Coconut Grove in Miami-Dade County, Florida — The American South (South Atlantic)
 

Architecture

 
 
Architecture Marker Side 2 image. Click for full size.
By Tim Fillmon, January 24, 2018
1. Architecture Marker Side 2
Inscription.  (side 1)
A distinctive type of vernacular architecture found in Key West and South Florida is the Bahamian or Conch house. The name "Conch" was attached to Bahamians who worked as wreckers, ship builders, spongers, and merchants. The name is derived from the spiral shaped sea mollusk that made up part of the Bahamian diet. As the Bahamians migrated to Key West and then to South Florida they brought with them many facets of their culture. The homes they constructed in Key West were much like the homes they had left in the Bahamas.
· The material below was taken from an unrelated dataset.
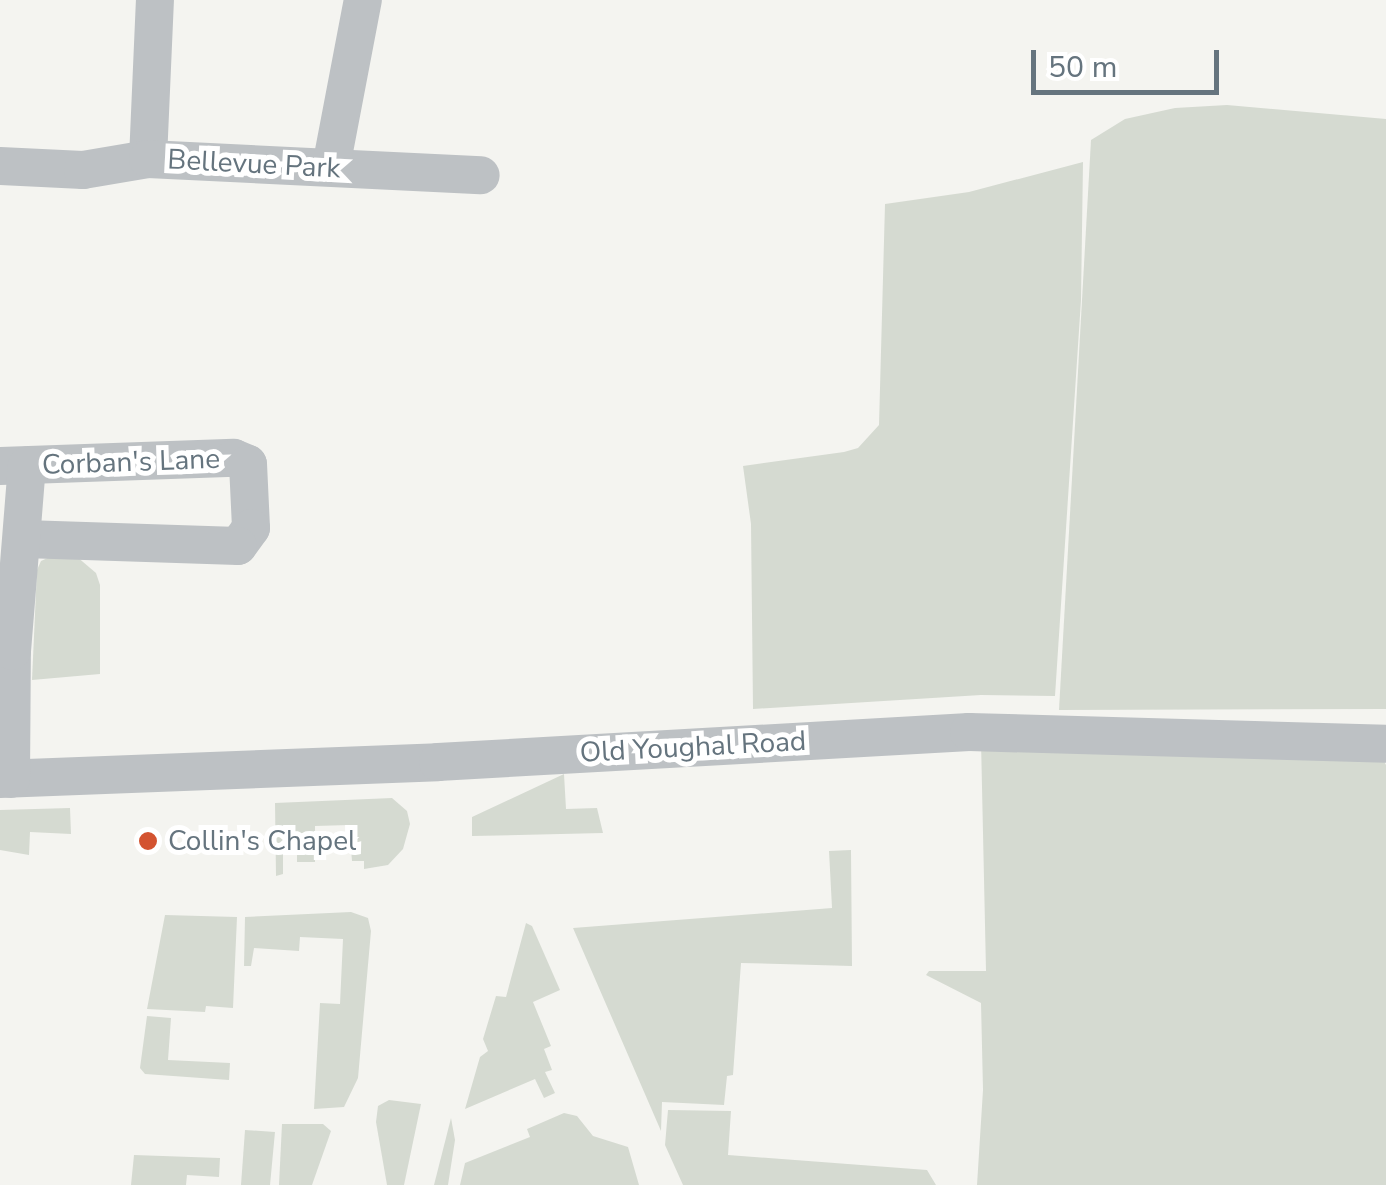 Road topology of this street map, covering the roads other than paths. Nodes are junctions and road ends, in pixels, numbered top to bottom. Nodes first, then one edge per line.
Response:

Constructed to withstand flooding and high winds, they were elevated off the ground on wood posts or stone piers. A post and beam structural system was used. It was crossbraced for reinforcement with mortise and tenon joints pegged together. Normally, the houses were two stories with balustraded porches across the front or around two or three sides on the first and second stories. Gingerbread decoration, gable roofs and shutters on the windows and doors are characteristic of this building type. The Bahamians who settled in Coconut Grove were inspired by the Conch vernacular architecture found in Key West.
Architecture Marker Side 1 image. Click for full size.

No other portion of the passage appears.